Sustainable agriculture supports biodiversity and tends to prevent soil degradation and environmental pollution by maintaining healthy and active microorganisms and ecosystem through sensible management of natural resources. It’s also support healthy crops and animals by using natural fertilizers and reduces the use of chemicals and prohibits mass production (intensive agriculture) in order to reduce diseases and GHG emissions. It’s important to mention that sustainable agriculture also aim to reduce food waste by minimizing food processing industry to shorten the gap between producers and consumers, in other words sustainable agriculture tends to increase food production and lower the environmental impact.

One interesting aspect to investigate is the number of individuals that can be fed by what is produced on the farm (Cassidy et al., 2013). In this case, the indicator may be: produced kcal per hectare or kilo of protein per hectare and their environmental impact (climate impact per kilo). These results can be then compared to see how the farm contributes to global food responsibility. One way to evaluate the environmental impacts of a product or a process is the life cycle assessment (LCA) which normally involves energy balance (net energy production) and GHG emissions (climate impact) [5]. LCA can also be used to calculate other environmental effects such as eutrophication, acidification, land and energy use.

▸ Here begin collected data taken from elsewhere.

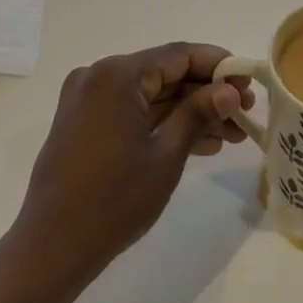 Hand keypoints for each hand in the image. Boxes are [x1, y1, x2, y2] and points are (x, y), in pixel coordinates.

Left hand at [10, 42, 245, 280]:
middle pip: (165, 74)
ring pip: (151, 95)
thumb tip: (229, 90)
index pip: (178, 55)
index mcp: (117, 74)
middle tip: (245, 113)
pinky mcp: (85, 124)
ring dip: (189, 112)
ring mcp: (88, 100)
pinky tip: (201, 144)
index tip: (249, 81)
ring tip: (232, 135)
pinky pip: (132, 112)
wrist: (52, 248)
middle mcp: (99, 76)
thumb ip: (199, 113)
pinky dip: (163, 124)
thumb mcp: (166, 155)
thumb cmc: (114, 199)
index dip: (218, 65)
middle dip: (206, 93) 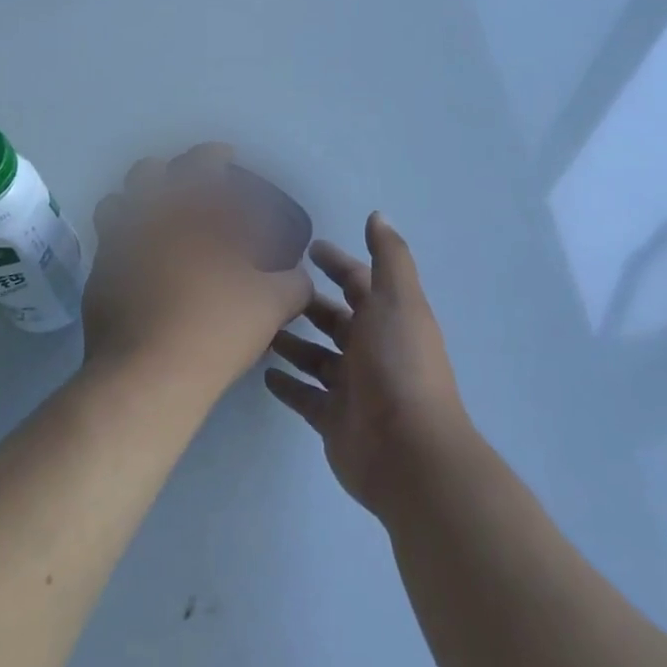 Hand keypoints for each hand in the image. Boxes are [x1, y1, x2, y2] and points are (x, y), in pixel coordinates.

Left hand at [81, 145, 311, 397]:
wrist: (147, 378)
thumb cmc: (214, 328)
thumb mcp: (272, 305)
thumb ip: (293, 283)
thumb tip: (300, 277)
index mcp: (188, 211)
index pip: (201, 163)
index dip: (215, 155)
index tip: (226, 158)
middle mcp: (145, 218)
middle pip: (145, 173)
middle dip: (166, 172)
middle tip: (189, 191)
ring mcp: (114, 248)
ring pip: (115, 205)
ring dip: (136, 205)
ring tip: (160, 226)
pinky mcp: (95, 281)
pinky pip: (107, 248)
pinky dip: (126, 247)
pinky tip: (146, 271)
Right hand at [265, 214, 475, 519]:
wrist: (407, 451)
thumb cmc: (399, 363)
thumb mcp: (397, 299)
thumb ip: (388, 257)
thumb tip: (378, 215)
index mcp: (388, 317)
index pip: (358, 282)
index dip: (336, 263)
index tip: (307, 247)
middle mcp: (371, 348)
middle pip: (334, 319)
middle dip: (308, 303)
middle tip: (269, 288)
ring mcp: (352, 387)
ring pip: (316, 357)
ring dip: (292, 342)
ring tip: (258, 328)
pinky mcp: (332, 419)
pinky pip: (305, 396)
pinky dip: (288, 385)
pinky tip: (264, 374) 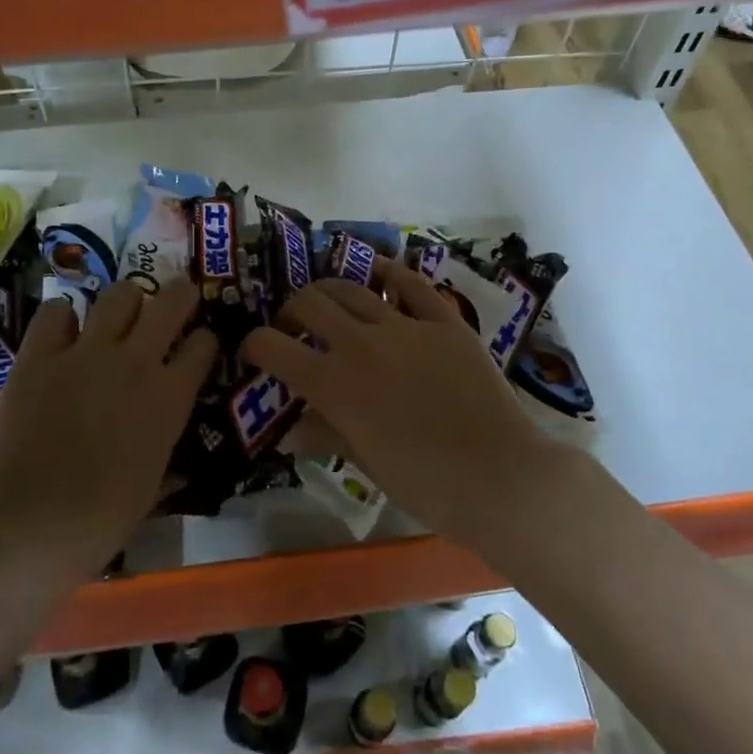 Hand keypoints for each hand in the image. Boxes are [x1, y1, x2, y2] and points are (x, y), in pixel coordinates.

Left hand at [0, 278, 216, 574]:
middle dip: (179, 294)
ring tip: (118, 316)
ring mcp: (87, 352)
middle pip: (171, 299)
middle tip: (174, 303)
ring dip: (125, 301)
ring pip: (119, 294)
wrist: (34, 522)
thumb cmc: (103, 519)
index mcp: (171, 396)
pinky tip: (61, 334)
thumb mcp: (152, 489)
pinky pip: (55, 312)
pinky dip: (61, 318)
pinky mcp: (41, 354)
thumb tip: (177, 470)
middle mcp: (137, 360)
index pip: (205, 344)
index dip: (204, 342)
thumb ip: (166, 462)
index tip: (198, 348)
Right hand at [243, 258, 553, 543]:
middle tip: (294, 327)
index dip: (254, 345)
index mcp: (333, 384)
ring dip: (330, 291)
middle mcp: (360, 343)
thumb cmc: (424, 482)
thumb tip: (290, 429)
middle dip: (290, 311)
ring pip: (352, 287)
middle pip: (309, 303)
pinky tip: (377, 271)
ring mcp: (404, 326)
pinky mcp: (443, 320)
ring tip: (329, 303)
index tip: (254, 352)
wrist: (498, 476)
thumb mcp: (364, 462)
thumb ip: (324, 433)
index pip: (273, 347)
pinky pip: (410, 284)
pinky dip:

Photo by Mazin Al-Hashimi, Uppsala 2019 Many practises can be done in order to achieve sustainability in agriculture. One method is by farming of perennial crops that all function together in a designed system that mimics how plants in a natural ecosystem would function, this methods calls Permaculture. Other method calls biodynamic farming and includes raising a variety of animals in a way that they increase soil fertility and enhance plant growth and biodiversity of plants and the beneficial insects. This will decrease chemical fertilisers and enhance ecosystem and microorganisms. Supporting the biodiversity of plants is very important for the sustainability of agriculture. Due to the industrialization of food production, the world has lost almost 90% of the fruit and vegetable seed varieties that were once available over the last 100 years, [6].

Allowing the animals to graze and live in natural pasture enhance sustainability and contributes for healthier animals and hence better products. Moreover, it would reduce the required amounts of feeder and enrich the grazing land. One of the most effective agricultural control strategies to preventing the loss of soil fertility and reduce pests and diseases is by planting of a diverse of crops in the same area and rotating these crops seasonally. This method calls polycultures.

These were few of many methods that can be used to achieve sustainable agriculture both for food and energy production. Most importantly is to prioritise food security, biodiversity and wildlife over industrialization, intensive agriculture and energy production. Our ancestors farmed the land sustainably for thousands of years simply because they had stronger bonds to their lands and lived in harmony with nature, so maybe this is what we really need to do.

References:

[1] Vermeulen, Sonja & Campbell, Bruce Morgan & Ingram, John. (2012). Climate Change and Food Systems. Annual Review of Environment and Resources. 37. 195-222. 10.1146/annurev-environ-020411-130608. Retrieved from https://www.researchgate.net/publication/234146044_Climate_Change_and_Food_Systems

[2] Saka, A.R.; Mtukuso, A.P.; Mbale, B.J.; Phiri, I.M.G. The role of research-extension-farmer linkages in vegetable production and development in Malawi. In Vegetable Research and Development in Malawi. Review and Planning Workshop Proceedings, Lilongwe, Malawi, 23–24 September 2003; Chadha, M.L., Oluoch, M.O., Saka, A.R., Mtukuso, A.P., Daudi, A., Eds.; World Vegetable Center (AVRDC): Shanhua, Taiwan, 2003.

[3] Munthali, D.C. Evaluation of cabbage varieties to cabbage aphid. Afr. Entomol. 2009, 17, 1–7. [CrossRef]

[4] DiClemente, R., Ponton, L., & Hansen, W. (1996). Handbook of adolescent health risk behavior. New York: Plenum.